Problem to solve — Search the entries for the word "thumb" and return every line where it is found.

Data supplied —
===

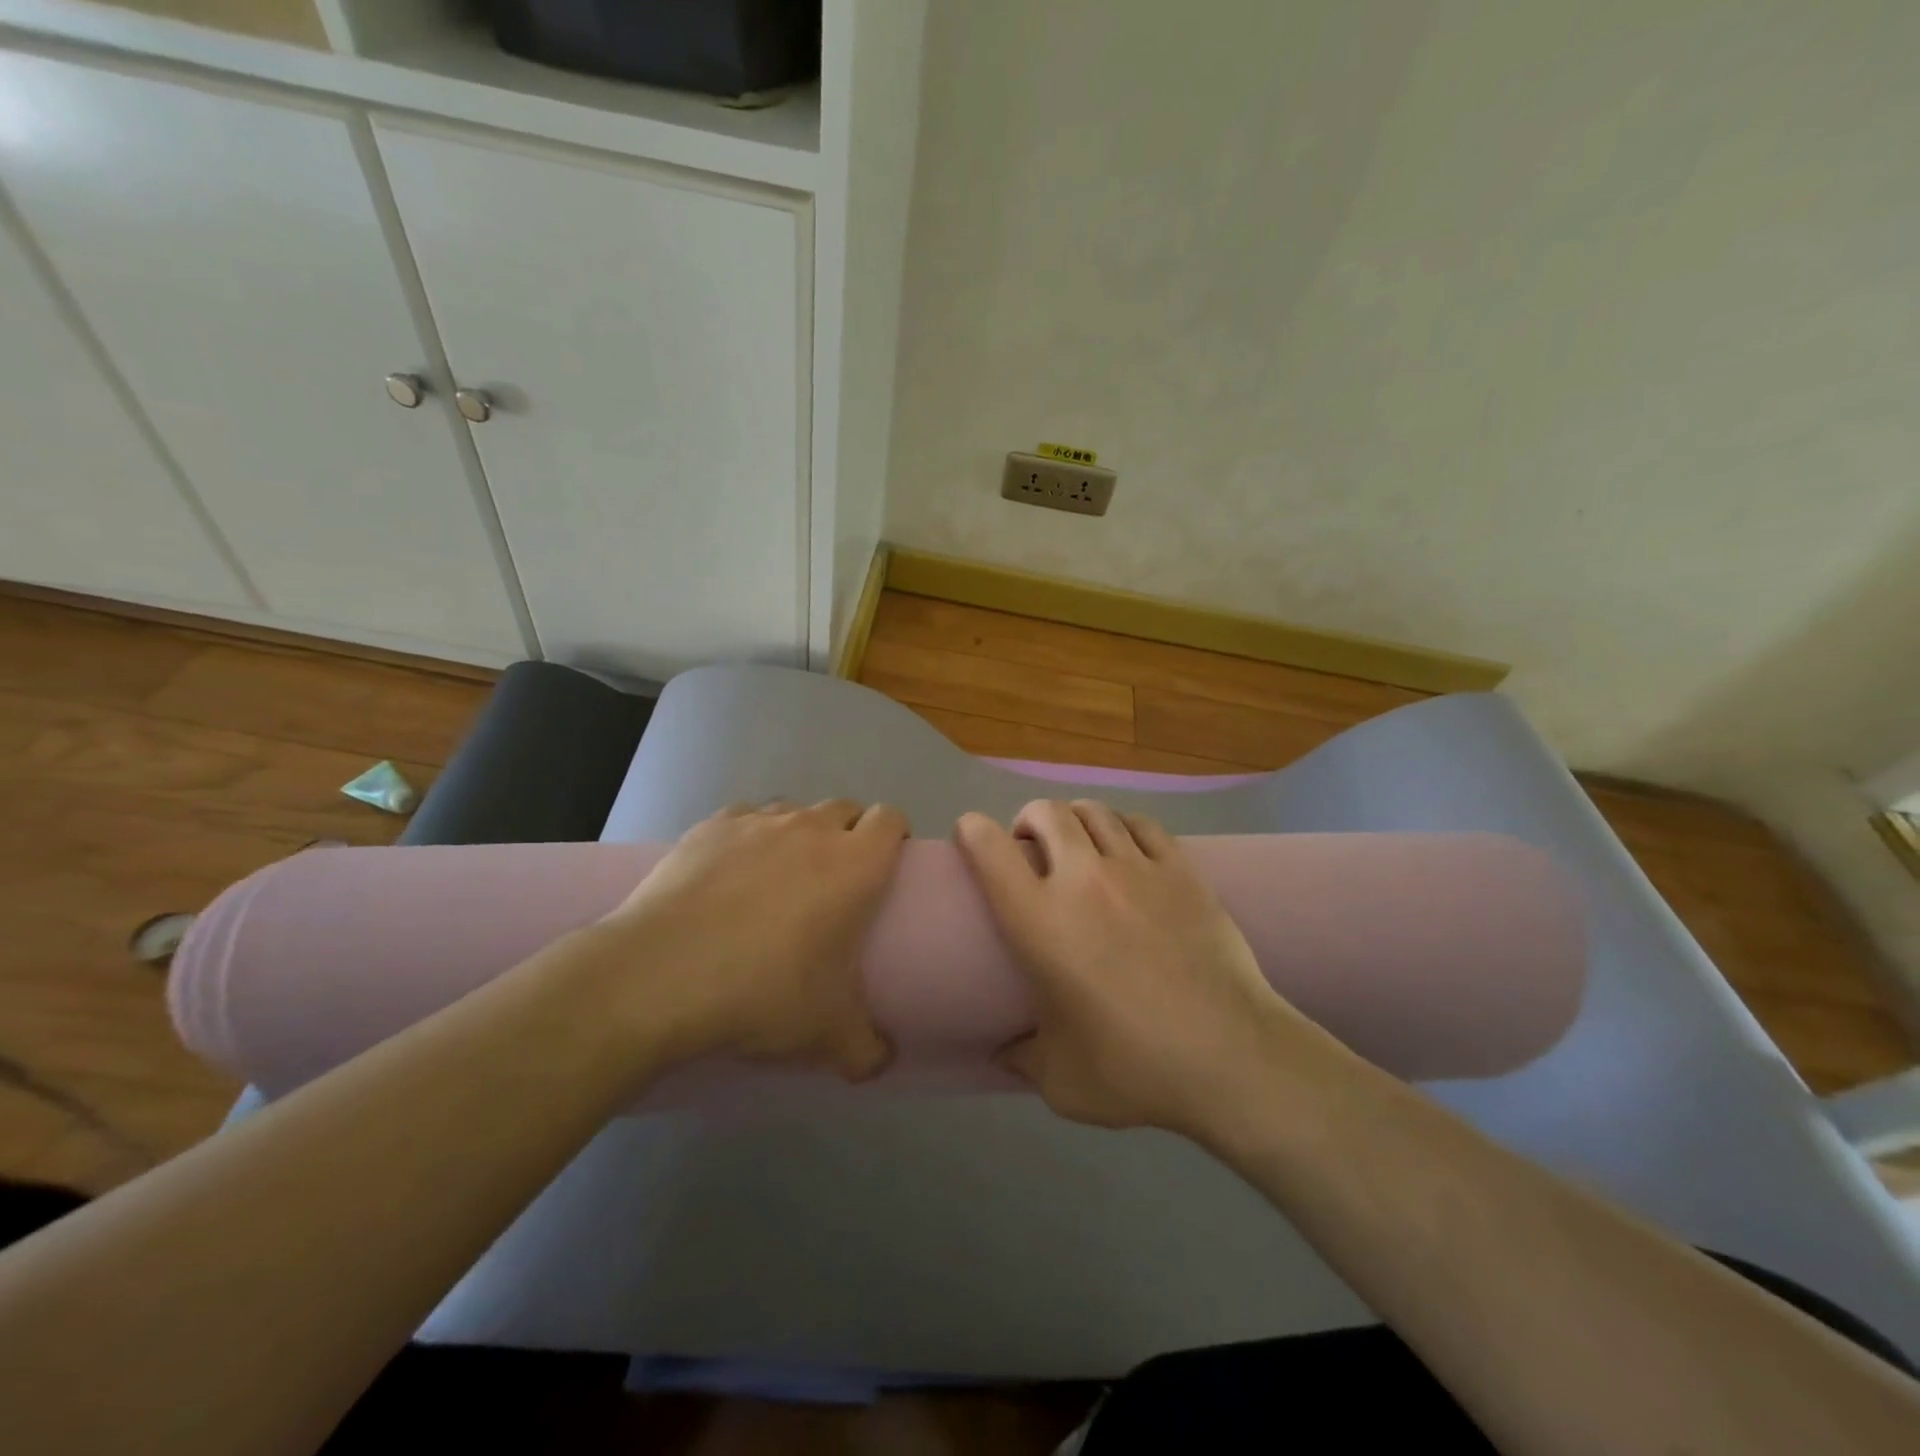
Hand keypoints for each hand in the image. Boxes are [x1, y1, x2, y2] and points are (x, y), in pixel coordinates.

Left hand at [596, 799, 908, 1079]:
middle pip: (846, 808)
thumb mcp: (826, 1035)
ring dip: (799, 833)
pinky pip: (743, 817)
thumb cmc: (762, 994)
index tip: (885, 867)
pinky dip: (748, 837)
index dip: (893, 836)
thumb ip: (867, 1051)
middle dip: (849, 834)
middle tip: (835, 881)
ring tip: (781, 877)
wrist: (658, 977)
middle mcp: (811, 829)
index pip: (891, 818)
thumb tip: (882, 1062)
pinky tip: (729, 873)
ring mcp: (757, 822)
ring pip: (794, 810)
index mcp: (854, 865)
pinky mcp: (709, 827)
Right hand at [955, 799, 1306, 1134]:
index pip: (991, 850)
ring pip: (1095, 811)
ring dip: (1075, 819)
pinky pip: (1143, 825)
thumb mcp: (1060, 1081)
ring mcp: (1138, 869)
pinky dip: (1123, 826)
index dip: (972, 830)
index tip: (971, 835)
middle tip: (1031, 848)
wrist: (1231, 1058)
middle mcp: (1083, 880)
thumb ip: (1023, 1058)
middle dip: (1028, 819)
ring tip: (1078, 844)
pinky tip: (1126, 846)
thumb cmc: (1135, 1069)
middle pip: (1047, 813)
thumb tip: (1004, 1050)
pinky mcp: (1183, 872)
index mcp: (1040, 922)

===

Written response —
thumb mcp: (826, 1035)
thumb cmc: (762, 994)
thumb ip: (867, 1051)
thumb tip: (882, 1062)
thumb mcp: (1060, 1081)
thumb ip: (1023, 1058)
thumb cmc: (1135, 1069)
thumb tip: (1004, 1050)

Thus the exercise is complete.